If you face a financial hardship (e.g., loss of work due to COVID), your creditor may work with you to form a repayment plan. But, not all companies offer hardship programs, and they're rarely advertised. And, remember: You should only agree to terms you can afford. 

Debt relief 

If your total debt balance is astronomical, it may be time to call in the pros. Debt relief options (e.g., debt management plan or bankruptcy) could help you regain control of your finances. 

Debt management plan

A debt management plan is a unique repayment plan that's based on your budget and needs and is typically created with the help of a nonprofit credit counseling agency. Here's how it works: Instead of calling your creditors yourself, professional credit counselors go to bat to negotiate new terms that you can afford and help you consolidate your debt. Of course, this help isn't free — debt management companies charge their clients a fixed rate each month. 
In addition to paying the debt relief company, you may also be asked to close your accounts and refrain from opening new credit accounts in the near future. Some charge hefty late fees, so be sure to do your research beforehand.  

Bankruptcy 

Bankruptcy should be your absolute last resort to paying off debt. Sure, filing for Chapter 7 bankruptcy takes care of all of your unsecured debt (e.g., credit cards, personal loans, etc.), but there are consequences. If you file for Chapter 7 bankruptcy, you could potentially lose any property you own and destroy your credit report (this info could last up to 10 years past the filing date!). If bankruptcy is the only way to go, consider filing for Chapter 13 bankruptcy, as it will allow you to keep your property and assets (depending on your specific situation). 
Note: Bankruptcy cannot erase student loans, tax debt, child support, and/or alimony. 

Costs involved in paying off debt 

Unfortunately, there are costs involved in paying off debt. It seems unfair, but that's just the way life works — and it's how credit card companies make money. 

Interest charges 

Interest is skyrocketing across the U.S. According to CNET, credit card interest rates are estimated to rise between now and the end of the year. So, if you owe money, now is the time to pay it off. 

Debt management fees 

According to Forbes, working with a debt settlement or debt relief company could cost you 15–25% of the amount you've agreed to pay or of the total amount you owe. What's worse? If the company does manage to get you off with a lesser amount, the IRS may view it as taxable income. 
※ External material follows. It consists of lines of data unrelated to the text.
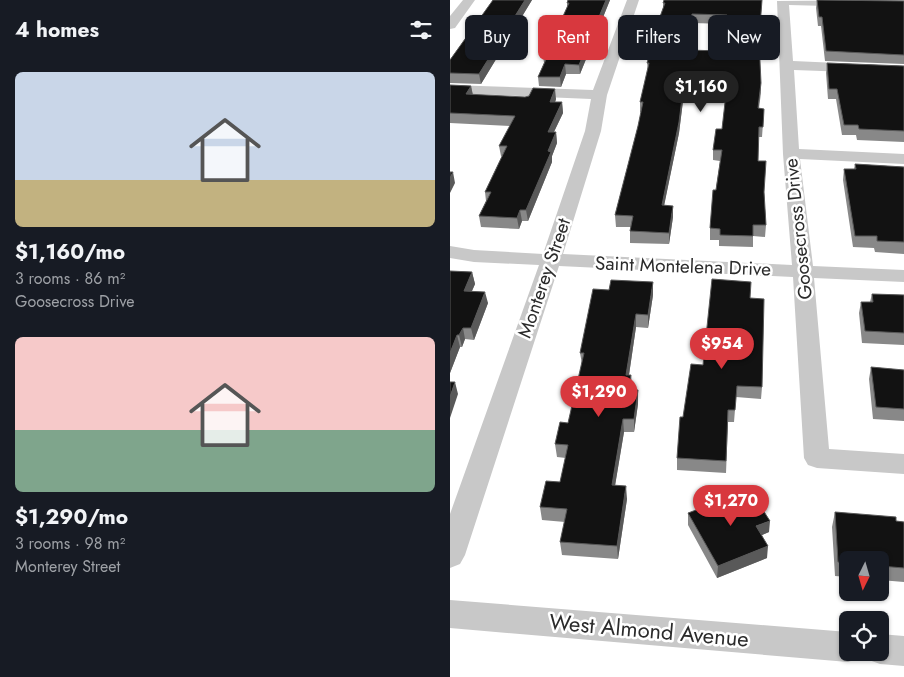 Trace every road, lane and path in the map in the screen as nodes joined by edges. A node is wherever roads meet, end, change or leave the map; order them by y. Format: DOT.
graph roads {
  1 [pos="469,0"];
  2 [pos="633,0"];
  3 [pos="783,1"];
  4 [pos="904,4"];
  5 [pos="450,25"];
  6 [pos="786,65"];
  7 [pos="904,70"];
  8 [pos="450,89"];
  9 [pos="599,95"];
  10 [pos="791,154"];
  11 [pos="904,159"];
  12 [pos="450,252"];
  13 [pos="551,260"];
  14 [pos="803,270"];
  15 [pos="904,276"];
  16 [pos="904,464"];
  17 [pos="450,555"];
  18 [pos="450,614"];
  19 [pos="839,646"];
  20 [pos="889,650"];
  21 [pos="904,651"];
  1 -- 5 [label="street"];
  2 -- 9 [label="street, Monterey Street"];
  3 -- 4 [label="street"];
  3 -- 6 [label="street, Goosecross Drive"];
  6 -- 7 [label="street"];
  6 -- 10 [label="street, Goosecross Drive"];
  8 -- 9 [label="street"];
  9 -- 13 [label="street, Monterey Street"];
  10 -- 11 [label="street"];
  10 -- 14 [label="street, Goosecross Drive"];
  12 -- 13 [label="street, Saint Montelena Drive"];
  13 -- 14 [label="street, Saint Montelena Drive"];
  13 -- 17 [label="street, Monterey Street"];
  14 -- 15 [label="street, Saint Montelena Drive"];
  14 -- 16 [label="street, Goosecross Drive"];
  18 -- 19 [label="street, West Almond Avenue"];
  20 -- 21 [label="street"];
} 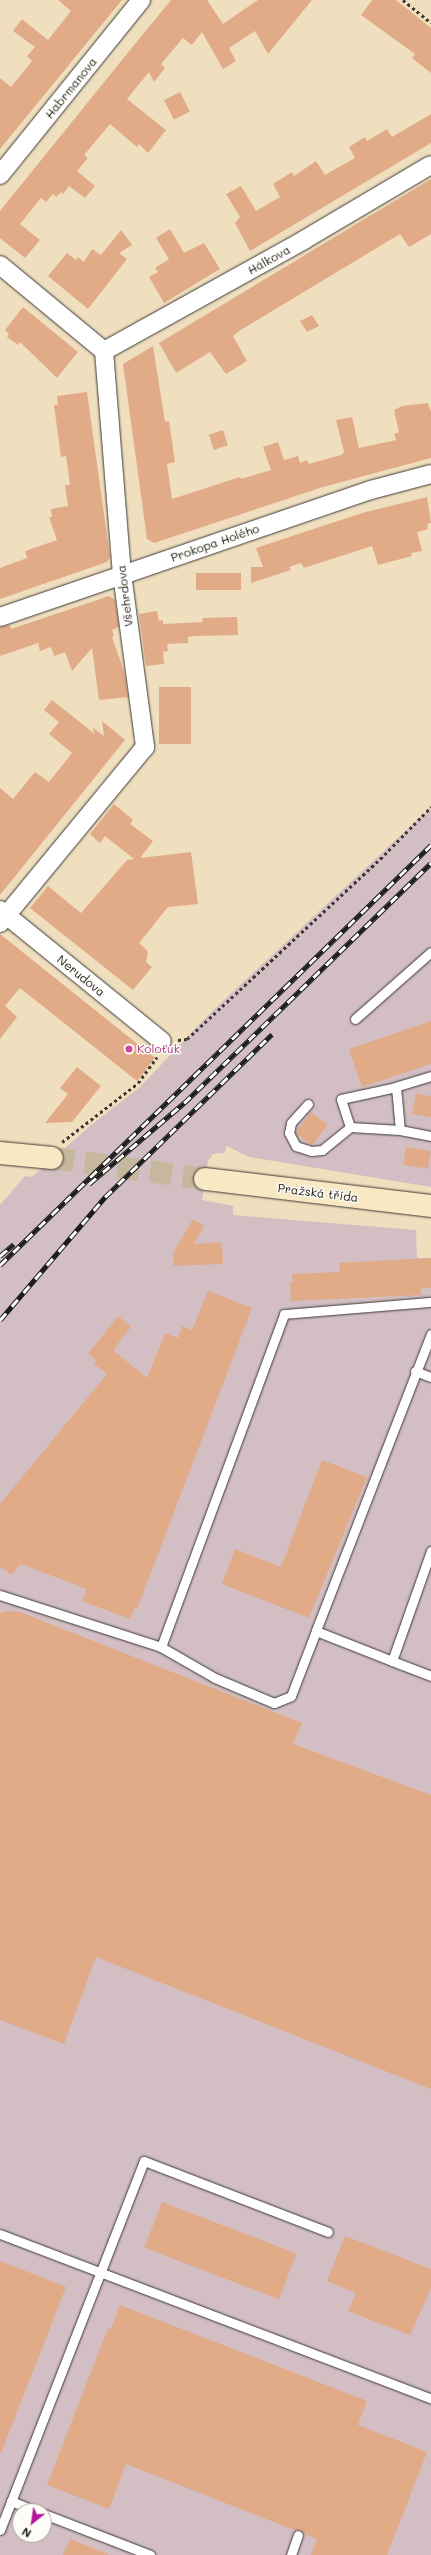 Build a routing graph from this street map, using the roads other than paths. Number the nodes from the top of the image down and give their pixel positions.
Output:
1 (141, 0) edge
2 (431, 165) edge
3 (0, 175) edge
4 (0, 265) edge
5 (104, 352) junction
6 (431, 474) edge
7 (122, 574) junction
8 (0, 617) edge
9 (2, 916) edge
10 (431, 952) edge
11 (355, 1019) dead end
12 (162, 1041) road end
13 (431, 1076) edge
14 (396, 1087) junction
15 (308, 1104) dead end
16 (350, 1127) junction
17 (400, 1130) junction
18 (431, 1136) edge
19 (0, 1153) edge
20 (52, 1158) tunnel mouth
21 (205, 1179) tunnel mouth
22 (431, 1206) edge
23 (431, 1302) edge
24 (431, 1334) edge
25 (415, 1371) junction
26 (431, 1377) edge
27 (431, 1551) edge
28 (0, 1595) edge
29 (316, 1631) junction
30 (161, 1647) junction
31 (392, 1661) junction
32 (431, 1676) edge
33 (328, 2232) dead end
34 (0, 2234) edge
35 (100, 2272) junction
36 (431, 2399) edge
37 (11, 2502) joint
38 (52, 2517) edge
39 (0, 2530) edge
40 (298, 2535) dead end
41 (150, 2555) edge
42 (291, 2555) edge

1 - 3 street, Habrmanova
2 - 5 street, Hálkova
4 - 5 street
5 - 7 street, Všehrdova
6 - 7 street, Prokopa Holého
7 - 8 street, Prokopa Holého
7 - 9 street, Všehrdova
9 - 12 street, Nerudova
10 - 11 lane
13 - 14 lane
14 - 16 lane
14 - 17 lane
15 - 16 lane
16 - 17 lane
17 - 18 lane
19 - 20 street
21 - 22 street, Pražská třída
23 - 30 lane
24 - 25 lane
25 - 26 lane
25 - 29 lane
27 - 31 lane
28 - 30 lane
29 - 30 lane
29 - 31 lane
31 - 32 lane
33 - 35 lane
34 - 35 lane
35 - 36 lane
35 - 37 lane
37 - 39 lane
38 - 41 lane
40 - 42 lane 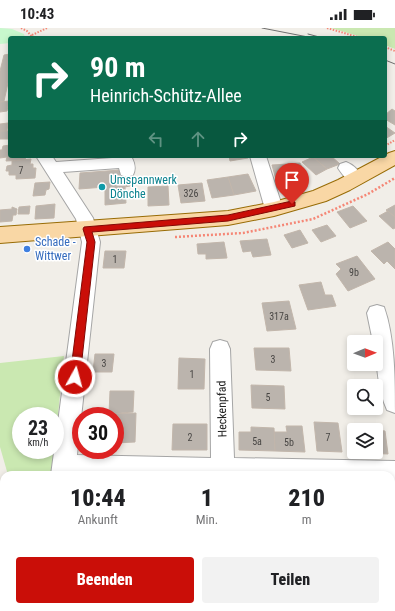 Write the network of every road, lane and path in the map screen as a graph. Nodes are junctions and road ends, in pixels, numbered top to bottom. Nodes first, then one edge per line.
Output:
1 (21, 28) edge
2 (47, 28) edge
3 (327, 28) edge
4 (31, 36) edge
5 (34, 36) edge
6 (354, 36) edge
7 (395, 157) edge
8 (45, 158) edge
9 (259, 158) edge
10 (127, 170) dead end
11 (54, 171) junction
12 (274, 209) junction
13 (87, 229) junction
14 (0, 235) edge
15 (377, 313) dead end
16 (220, 349) dead end
17 (395, 403) edge
18 (223, 470) junction
19 (64, 471) edge
20 (195, 471) edge
21 (280, 471) edge

1 - 4 path
2 - 5 path
3 - 6 path
7 - 12 main road
8 - 11 street
9 - 12 street
10 - 11 street
11 - 13 street
12 - 13 main road
13 - 14 main road
13 - 19 street
15 - 17 street
16 - 18 street, Heckenpfad
18 - 20 street
18 - 21 street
Pros and cons of paying off credit card debt

Pros
  • Improve your creditworthiness. Paying off unpaid debts could make you look more desirable to lenders in the future, which could improve your chances of getting a loan, buying a house, or a car. 
  • Stop collectors in their tracks. If you have debt collectors on your back, paying off your debt is one way to get them to leave you alone (e.g., the annoying phone calls, letters, emails, etc.). 
  • Improve your credit. Unpaid debt can put a damper on your credit score. In fact, your payment history makes up your credit score. Paying off your debt could give your score the boost it needs to help you secure a loan later down the road. 
Cons
  • Your debt could be "charged-off." If your debt is "charged-off," the creditor has decided your debt is a financial loss and prohibited further use of the account. This could cause your credit score to plummet and negatively affect your credit for years. 
  • You could end up paying for your mistakes twice. According to Equifax, late payments can stay on your credit report for seven years. This late payment mark will remain even after you pay the past-due balance. 
  • Closing an account could raise your debt-to-income ratio. Some debt consolidation programs require members to complete their accounts to participate in their service  (example: National Foundation for Debt Management). When you do this, it could negatively impact your credit score. 

The bottom line 

Getting out of debt can be a daunting task, but if you take the time to accurately assess the situation (e.g., find out what you can afford to pay off and how quickly), there are ways to dig yourself out before it becomes irreparable. 
Before you decide on how to pay off your debt, write down what you owe on each account, the minimum payments, and their due dates, and go from there.